Na manifestação do grupo à imprensa, depois do encontro, sem direito a perguntas, Lira, Pacheco e Luiz Fux (presidente do Supremo) — com uma máscara frouxa, que lhe fugia a todo momento do nariz — engrolaram generalidades. Acreditem: saiu-se do encontro sem que se acertasse nem mesmo uma campanha nacional recomendando às pessoas um comportamento prudente.
A fala de Lira reflete uma constatação: nada aconteceu, e nada vai mudar. Queiroga, também ficou evidente, é só um Pazuello com formação médica. O verdadeiro ministro da Saúde segue sendo Jair Bolsonaro. Enquanto isso, o país vive um apagão de oxigênio, de drogas para intubação e de leitos de UTI. Ocorre, e ficou claro a todos, que Bolsonaro não acredita nesses dados e considera essas informações catastrofistas porque, na sua cabeça, existe uma conspiração para derrubá-lo.
Os sistemas público e privado de Saúde estão em colapso no país inteiro. E isso quer dizer que os desastres vão acontecendo em cadeia. Uma resposta estrutural no curto prazo é impossível. Vive-se de tentar remediar e minorar os estragos. Por incrível que pareça, a ação mais eficaz seria mesmo de natureza política: seria preciso que o governo federal, na pessoa do presidente, admitisse a gravidade do problema e fizesse um alerta.

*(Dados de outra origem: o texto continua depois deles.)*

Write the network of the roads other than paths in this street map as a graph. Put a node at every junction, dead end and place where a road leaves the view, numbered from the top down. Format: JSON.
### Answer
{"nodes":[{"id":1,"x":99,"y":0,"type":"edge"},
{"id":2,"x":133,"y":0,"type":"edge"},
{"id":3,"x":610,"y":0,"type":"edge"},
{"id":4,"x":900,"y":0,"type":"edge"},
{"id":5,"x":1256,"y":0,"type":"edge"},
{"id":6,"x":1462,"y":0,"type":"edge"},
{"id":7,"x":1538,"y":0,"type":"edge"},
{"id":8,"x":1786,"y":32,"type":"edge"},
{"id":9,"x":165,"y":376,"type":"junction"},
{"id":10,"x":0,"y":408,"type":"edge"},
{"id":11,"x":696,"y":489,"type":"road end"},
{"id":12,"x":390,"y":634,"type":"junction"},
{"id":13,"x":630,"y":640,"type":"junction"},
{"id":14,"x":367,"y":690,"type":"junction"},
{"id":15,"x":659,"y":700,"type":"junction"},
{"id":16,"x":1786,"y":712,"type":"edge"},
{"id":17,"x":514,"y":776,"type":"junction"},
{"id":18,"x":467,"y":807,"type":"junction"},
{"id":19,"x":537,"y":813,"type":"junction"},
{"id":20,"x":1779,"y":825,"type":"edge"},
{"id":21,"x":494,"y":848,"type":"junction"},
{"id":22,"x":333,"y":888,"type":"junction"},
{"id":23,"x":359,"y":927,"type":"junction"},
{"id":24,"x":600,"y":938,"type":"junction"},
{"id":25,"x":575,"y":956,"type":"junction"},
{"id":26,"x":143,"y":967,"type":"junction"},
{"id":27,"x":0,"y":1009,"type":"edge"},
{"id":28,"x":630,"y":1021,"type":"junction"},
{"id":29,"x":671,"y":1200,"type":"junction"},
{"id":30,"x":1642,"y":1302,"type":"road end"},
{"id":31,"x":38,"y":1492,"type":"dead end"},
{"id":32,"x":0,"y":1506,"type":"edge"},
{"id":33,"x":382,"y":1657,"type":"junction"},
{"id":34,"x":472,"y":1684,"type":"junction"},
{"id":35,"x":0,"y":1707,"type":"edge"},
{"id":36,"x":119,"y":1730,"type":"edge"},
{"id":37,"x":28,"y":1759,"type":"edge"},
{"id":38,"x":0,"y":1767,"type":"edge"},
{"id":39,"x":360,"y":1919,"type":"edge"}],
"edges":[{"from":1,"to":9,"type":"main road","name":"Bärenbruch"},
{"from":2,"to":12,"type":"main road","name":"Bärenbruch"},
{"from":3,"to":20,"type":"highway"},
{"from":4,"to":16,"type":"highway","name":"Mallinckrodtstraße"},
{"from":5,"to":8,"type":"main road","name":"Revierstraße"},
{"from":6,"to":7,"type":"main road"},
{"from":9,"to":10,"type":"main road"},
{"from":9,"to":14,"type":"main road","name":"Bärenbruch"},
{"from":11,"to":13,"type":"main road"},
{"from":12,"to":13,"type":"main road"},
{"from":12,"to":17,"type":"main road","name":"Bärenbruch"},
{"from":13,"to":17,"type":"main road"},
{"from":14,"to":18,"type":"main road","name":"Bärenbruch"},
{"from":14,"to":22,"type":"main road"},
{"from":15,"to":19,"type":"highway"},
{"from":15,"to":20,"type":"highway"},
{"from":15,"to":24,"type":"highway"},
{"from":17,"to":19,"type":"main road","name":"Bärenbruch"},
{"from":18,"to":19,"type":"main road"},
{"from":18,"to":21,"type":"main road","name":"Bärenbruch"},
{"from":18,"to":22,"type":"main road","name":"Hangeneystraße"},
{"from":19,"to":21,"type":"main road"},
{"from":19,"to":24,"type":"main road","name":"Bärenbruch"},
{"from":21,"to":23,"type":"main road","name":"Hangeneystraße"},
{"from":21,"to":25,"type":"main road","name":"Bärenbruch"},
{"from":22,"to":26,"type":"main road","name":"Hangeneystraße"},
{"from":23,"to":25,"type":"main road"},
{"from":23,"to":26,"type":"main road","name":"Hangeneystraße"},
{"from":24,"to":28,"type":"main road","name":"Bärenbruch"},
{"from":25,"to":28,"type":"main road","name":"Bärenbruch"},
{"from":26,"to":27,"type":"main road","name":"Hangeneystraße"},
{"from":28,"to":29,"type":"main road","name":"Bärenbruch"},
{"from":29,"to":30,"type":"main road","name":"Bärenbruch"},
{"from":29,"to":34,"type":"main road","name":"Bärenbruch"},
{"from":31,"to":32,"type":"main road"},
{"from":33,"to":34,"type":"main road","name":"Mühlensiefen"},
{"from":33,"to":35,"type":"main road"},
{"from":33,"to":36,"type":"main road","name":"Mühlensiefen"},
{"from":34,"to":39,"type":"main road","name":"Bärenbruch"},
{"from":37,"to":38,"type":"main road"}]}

É imperioso que se diminua brutalmente, nos próximos dias, o número de contaminados para que os hospitais recuperem a sua capacidade operacional. E nada há no horizonte que sugira que isso vá acontecer. Ao contrário: o que se tem é a escalada de mortes.
Não, a ficha de Bolsonaro não caiu, e Arthur Lira está dizendo que não aceita ser o coveiro auxiliar de outros tantos milhares.
VICE-PRESIDENTE DA CÂMARA
Tão logo o discurso de Arthur Lira começou a fazer barulho, foi a vez de Marcelo Ramos (PL-AM), vice-presidente da Casa, que tem sido bastante duro com a incompetência do governo no combate à pandemia, manifestar-se no Twitter. Afirmou:
"Em sua fala de hoje o Presidente @ArthurLira_ expressou perfeitamente, com precisão, maestria e sem radicalismos o sentimento da Câmara. Todos nos sentimos representados na fala do nosso presidente.
A Câmara não poderia tolerar de forma passiva a morte de 300 mil brasileiros e brasileiras, parte delas decorrentes de erros gravíssimos de condução do enfrentamento da pandemia. Não vamos carregar a marcar de erros que não são nossos. Agiremos a favor do Brasil.
Às vezes, o gesto mais fraterno que um amigo pode fazer por você é alertar que você está no caminho errado. Os sábios sabem entender isso."
Bolsonaro não é sábio. E os senhores deputados sabem que ele não vai mudar.
Quantos brasileiros ainda terão de morrer para que se acenda o sinal vermelho?
Não se esqueçam, senhores parlamentares, a tragédia também lhes pesará sobre os ombros. E vocês podem livrar o país do vírus que mais mata. Não é o corona.